Overview http://ec.europa.eu/home-affairs/what-we-do/policies/legal-migration/long-term-residents_en

Overview, list of participating countries and the name of the program in their language. http://en.m.wikipedia.org/wiki/Long-term_resident_(European_Union)


----------



## xabiaxica (Jun 23, 2009)

Italia-Mx said:


> Your EU visa is good for permanent residence in the country which issued it to you only, in this case Portugal.
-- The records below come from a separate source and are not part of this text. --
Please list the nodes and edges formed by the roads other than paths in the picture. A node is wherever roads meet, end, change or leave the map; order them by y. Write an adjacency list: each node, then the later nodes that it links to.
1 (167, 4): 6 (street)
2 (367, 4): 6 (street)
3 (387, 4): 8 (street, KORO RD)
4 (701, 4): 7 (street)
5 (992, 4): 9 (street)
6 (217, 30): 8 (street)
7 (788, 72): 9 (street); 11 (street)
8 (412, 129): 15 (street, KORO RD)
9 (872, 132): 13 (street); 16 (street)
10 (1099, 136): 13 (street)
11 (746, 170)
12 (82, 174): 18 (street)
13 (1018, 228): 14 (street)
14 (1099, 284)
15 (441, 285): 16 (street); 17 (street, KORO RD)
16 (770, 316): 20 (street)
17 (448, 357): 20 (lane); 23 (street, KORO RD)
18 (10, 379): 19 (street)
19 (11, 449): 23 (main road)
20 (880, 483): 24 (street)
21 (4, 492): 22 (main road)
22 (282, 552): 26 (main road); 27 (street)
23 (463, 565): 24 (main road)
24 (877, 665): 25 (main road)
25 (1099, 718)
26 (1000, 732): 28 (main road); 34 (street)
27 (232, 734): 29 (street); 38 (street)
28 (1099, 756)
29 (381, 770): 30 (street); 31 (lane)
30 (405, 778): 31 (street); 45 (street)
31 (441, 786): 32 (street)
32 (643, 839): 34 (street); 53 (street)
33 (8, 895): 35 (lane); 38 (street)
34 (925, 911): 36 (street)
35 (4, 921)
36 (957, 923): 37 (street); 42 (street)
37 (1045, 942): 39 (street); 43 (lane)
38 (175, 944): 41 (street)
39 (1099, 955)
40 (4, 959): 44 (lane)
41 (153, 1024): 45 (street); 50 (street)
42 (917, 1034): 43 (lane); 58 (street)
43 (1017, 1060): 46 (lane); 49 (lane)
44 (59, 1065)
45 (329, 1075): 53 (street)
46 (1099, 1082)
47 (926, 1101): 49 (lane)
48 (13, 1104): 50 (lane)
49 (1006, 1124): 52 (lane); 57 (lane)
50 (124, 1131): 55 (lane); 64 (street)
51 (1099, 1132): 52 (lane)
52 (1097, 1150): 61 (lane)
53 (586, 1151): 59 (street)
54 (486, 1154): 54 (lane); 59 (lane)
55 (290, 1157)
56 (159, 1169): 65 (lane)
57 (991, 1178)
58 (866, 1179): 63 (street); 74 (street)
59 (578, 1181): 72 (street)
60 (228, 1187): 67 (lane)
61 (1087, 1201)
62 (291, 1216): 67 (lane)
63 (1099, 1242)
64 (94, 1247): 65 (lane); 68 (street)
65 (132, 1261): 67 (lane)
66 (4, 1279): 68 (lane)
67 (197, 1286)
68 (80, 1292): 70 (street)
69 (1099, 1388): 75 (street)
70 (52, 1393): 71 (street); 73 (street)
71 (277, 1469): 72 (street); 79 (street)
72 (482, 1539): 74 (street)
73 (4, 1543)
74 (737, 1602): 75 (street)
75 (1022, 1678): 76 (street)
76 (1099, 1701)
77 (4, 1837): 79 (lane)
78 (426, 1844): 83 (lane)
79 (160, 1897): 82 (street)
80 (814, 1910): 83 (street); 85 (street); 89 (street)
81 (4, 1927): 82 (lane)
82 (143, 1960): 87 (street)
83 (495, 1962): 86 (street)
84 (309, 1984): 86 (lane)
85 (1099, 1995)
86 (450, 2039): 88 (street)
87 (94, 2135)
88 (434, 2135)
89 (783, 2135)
You can travel as a tourist in the EU with your Portuguese residency permit but you can't reside permanently in another EU country without returning to the US and applying at the consulate of the next EU country you're interested in residing in.


Actually if living in Portugal (or anywhere) with a resident visa, there is no need to return to the US in order to apply for a visa for another EU country. 

You can apply at the (Spanish for instance) consulate of whichever country you are legally resident (Portugal in this case).


----------



## travelling-man (Jun 17, 2011)

This could be an interesting/complex one because there's also the issue that EU law states that once a person is domiciled within the EU they have the right to remain.

I'm not certain but seem to remember it's part of the 1969 Vienna Convention (Acquired rights)?

Whether that also allows for right to move from EU member country to another is a different question & one that I don't know the answer to. lol


----------



## Italia-Mx (Jan 14, 2009)

travelling-man said:


> This could be an interesting/complex one because there's also the issue that EU law states that once a person is domiciled within the EU they have the right to remain.
> 
> I'm not certain but seem to remember it's part of the 1969 Vienna Convention (Acquired rights)?
> 
> Whether that also allows for right to move from EU member country to another is a different question & one that I don't know the answer to. lol


So what would be the point of citizenship? Why should any person born and raised in an EU country or with citizenship by bloodline be concerned with being a citizen of that country if foreigners with foreign passports can just come and go at will? It doesn't make sense to me.


----------



## Italia-Mx (Jan 14, 2009)

xabiachica said:


> Actually if living in Portugal (or anywhere) with a resident visa, there is no need to return to the US in order to apply for a visa for another EU country.
> 
> You can apply at the (Spanish for instance) consulate of whichever country you are legally resident (Portugal in this case).


For a British passport holder who is also a citizen of the European Union, yes this is correct. For a non-EU American passport holder, no, I do not believe this is correct. If that person wants to move to another EU country, he must return to the USA. An EU consulate cannot put a visa stamp in an American passport. This can only be done by a consulate in the USA.


----------



## travelling-man (Jun 17, 2011)

Italia-Mx said:


> So what would be the point of citizenship? Why should any person born and raised in an EU country or with citizenship by bloodline be concerned with being a citizen of that country if foreigners with foreign passports can just come and go at will? It doesn't make sense to me.


Nor me. 

If there's one certainty in life it's that a bureaucrat will always overcomplicate a simple process for no good reason. lol!


----------